A Section 2 notice should only be used where the information sought would otherwise be confidential and where the investigation is at such an early stage that the SFO cannot determine which individuals are likely to be witnesses and which individuals are likely to be suspects.

Finally, and most importantly, the strongest statutory protections for individuals are contained within Section 2(8) CJA, as amended following the European Court of Human Rights ruling in Saunders v UK. Section 2(8) provides that a statement made by a person in response to a Section 2 requirement may only be used in evidence against him (a) on a prosecution for an offence under Section 2(14) (false statements); or (b) on a prosecution for some other offence wherein giving evidence he makes a statement inconsistent with it. Section 2(8AA) CJA provides, however, that the  statement may not be used against that person by virtue of Section 2(8)(b) unless evidence relating to it is adduced, or a question relating to it is asked, by or on behalf of that person in the proceedings arising out of the prosecution. It follows that it is only in very rare circumstances that material obtained via a Section 2 notice can be served as hearsay evidence in a subsequent criminal trial. In any event, such an application would be subject to the hearsay provisions contained with the Criminal Justice Act 2003.

The Protection of Legal Privilege

It should also be noted that while the duty of confidentiality is overridden by the Section 2 powers, the protections of legal privilege are not. This is undoubtedly the most litigated and complex area of the law relating to the SFO’s Section 2 powers and merits an entire book on the relevant law. Here we seek only to provide the briefest of outlines of the two most common types of privilege in English law: legal advice privilege and litigation privilege. 

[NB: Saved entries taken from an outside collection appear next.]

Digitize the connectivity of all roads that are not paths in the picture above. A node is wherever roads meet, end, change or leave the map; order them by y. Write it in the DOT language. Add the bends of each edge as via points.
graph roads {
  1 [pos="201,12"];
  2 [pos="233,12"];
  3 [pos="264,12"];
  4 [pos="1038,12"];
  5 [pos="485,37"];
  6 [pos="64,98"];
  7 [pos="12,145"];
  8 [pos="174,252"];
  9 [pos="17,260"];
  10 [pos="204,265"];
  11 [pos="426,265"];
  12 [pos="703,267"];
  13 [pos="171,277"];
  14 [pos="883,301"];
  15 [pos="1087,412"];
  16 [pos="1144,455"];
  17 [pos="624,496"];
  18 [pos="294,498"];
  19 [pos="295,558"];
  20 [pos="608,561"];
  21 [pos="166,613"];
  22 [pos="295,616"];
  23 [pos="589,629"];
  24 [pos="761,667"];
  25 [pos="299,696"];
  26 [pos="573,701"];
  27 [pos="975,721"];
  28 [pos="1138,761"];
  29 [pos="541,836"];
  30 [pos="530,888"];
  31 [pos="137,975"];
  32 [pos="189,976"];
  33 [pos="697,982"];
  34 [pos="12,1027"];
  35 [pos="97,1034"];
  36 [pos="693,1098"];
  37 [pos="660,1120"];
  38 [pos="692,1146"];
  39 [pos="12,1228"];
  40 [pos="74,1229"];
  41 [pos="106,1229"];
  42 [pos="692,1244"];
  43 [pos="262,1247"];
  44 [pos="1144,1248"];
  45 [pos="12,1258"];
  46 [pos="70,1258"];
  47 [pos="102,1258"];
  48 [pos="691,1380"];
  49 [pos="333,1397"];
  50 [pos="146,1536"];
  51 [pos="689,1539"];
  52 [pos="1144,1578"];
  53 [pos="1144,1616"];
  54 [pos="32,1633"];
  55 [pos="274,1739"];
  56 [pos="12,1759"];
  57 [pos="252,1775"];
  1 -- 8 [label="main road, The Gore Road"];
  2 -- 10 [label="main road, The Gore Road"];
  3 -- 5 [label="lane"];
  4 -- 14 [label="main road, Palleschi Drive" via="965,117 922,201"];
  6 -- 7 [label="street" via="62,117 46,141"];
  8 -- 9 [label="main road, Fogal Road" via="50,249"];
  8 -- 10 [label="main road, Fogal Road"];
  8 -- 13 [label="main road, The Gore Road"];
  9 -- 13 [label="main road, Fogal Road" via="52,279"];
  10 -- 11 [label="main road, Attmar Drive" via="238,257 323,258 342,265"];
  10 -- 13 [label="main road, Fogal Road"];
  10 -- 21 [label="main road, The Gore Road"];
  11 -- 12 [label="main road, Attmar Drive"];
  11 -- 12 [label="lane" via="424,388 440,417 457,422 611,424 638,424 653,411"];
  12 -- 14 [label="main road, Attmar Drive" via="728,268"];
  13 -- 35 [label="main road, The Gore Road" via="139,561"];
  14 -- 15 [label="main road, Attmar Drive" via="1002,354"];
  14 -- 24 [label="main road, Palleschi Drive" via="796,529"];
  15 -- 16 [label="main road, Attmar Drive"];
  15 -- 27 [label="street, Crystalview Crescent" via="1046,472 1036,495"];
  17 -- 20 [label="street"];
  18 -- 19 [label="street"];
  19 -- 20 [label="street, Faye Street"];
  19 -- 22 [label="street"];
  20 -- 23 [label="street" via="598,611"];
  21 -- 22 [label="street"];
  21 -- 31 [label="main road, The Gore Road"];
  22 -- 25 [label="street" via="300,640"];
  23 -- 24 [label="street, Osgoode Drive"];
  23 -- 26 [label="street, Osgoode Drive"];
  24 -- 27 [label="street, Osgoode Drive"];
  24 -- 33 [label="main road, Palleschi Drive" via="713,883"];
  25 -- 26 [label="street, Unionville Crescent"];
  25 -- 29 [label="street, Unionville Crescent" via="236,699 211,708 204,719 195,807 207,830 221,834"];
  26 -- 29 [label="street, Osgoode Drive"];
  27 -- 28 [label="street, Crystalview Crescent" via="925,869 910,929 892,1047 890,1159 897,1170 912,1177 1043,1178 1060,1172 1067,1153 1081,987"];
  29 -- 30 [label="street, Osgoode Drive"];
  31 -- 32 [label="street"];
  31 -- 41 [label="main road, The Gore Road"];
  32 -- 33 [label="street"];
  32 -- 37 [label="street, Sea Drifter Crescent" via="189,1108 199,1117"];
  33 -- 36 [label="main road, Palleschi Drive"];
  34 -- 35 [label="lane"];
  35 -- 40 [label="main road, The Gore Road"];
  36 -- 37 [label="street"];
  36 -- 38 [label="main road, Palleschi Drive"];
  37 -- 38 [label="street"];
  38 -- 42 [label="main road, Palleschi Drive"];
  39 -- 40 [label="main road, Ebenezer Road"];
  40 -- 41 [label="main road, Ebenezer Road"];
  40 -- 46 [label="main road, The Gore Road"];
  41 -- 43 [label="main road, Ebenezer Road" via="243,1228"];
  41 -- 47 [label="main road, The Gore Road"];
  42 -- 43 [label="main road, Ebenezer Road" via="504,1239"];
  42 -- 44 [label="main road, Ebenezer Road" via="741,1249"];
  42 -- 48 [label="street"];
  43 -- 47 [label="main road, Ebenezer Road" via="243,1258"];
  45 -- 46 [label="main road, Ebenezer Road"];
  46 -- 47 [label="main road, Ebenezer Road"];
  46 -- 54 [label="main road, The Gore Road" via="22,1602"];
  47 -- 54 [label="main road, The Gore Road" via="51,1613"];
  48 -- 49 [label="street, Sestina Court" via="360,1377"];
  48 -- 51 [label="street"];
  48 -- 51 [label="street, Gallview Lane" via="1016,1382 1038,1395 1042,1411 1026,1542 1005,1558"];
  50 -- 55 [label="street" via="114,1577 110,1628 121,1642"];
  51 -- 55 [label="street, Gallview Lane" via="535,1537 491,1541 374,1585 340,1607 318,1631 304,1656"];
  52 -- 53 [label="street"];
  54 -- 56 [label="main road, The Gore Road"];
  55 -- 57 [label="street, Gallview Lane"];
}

Legal Advice Privilege: protects a confidential communication between a client and his or her professional legal adviser that is made for the purpose of seeking or giving any legal advice or related legal assistance. Legal advice privilege protects all qualifying communications made between client and lawyer irrespective of their subject matter.

Litigation Privilege: protects a confidential communication made between either the client or his legal adviser and a third party (such as a factual or expert witness), where such communication comes into existence for the dominant purpose of being used in connection with actual, pending or contemplated litigation – for example, to assist with the provision of legal advice in relation to the proceedings or the obtaining of advice to be used therein. This head of privilege can also protect communications between the client and his non-legal representative, such as the client’s tax accountant, even where the representative is giving legal advice on fiscal law.

The definition of a “lawyer” is confined to a qualified lawyer. The lawyer need not be a lawyer within England and Wales (for example, communications with a lawyer qualified in the United States would be subject to privilege if the communications are related to advice or litigation privilege). Legal advice privilege is, however, confined to counsel, solicitor and attorney (advice from an accountant, for example, would not qualify).

Privilege belongs to the client and the client alone. For the purposes of an SFO investigation, it is very important to note that the term “client” applies equally to individuals and corporate entities. A lawyer is under a duty to protect his client’s privilege.

As already mentioned, the most recent and relevant authority in respect of the tension between the section 2 powers and legal privilege is The Director of the Serious Fraud Office v Eurasian Natural Resources Corporation Limited [2018] EWCA Civ 2006, Arnold & Porter’s analysis of which can be found here.

The Future

There is no doubt that the SFO will continue to make extensive use of the powers available under Section 2 and, as will be seen from the decision in SFO v ENRC, attempt to redefine the parameters of when the protections of legal privilege can be claimed. In that context, no competent lawyer should advise in respect of a Section 2 notice without a thorough understanding of the statutory framework and the constantly developing authorities that underpin the application of legal privilege.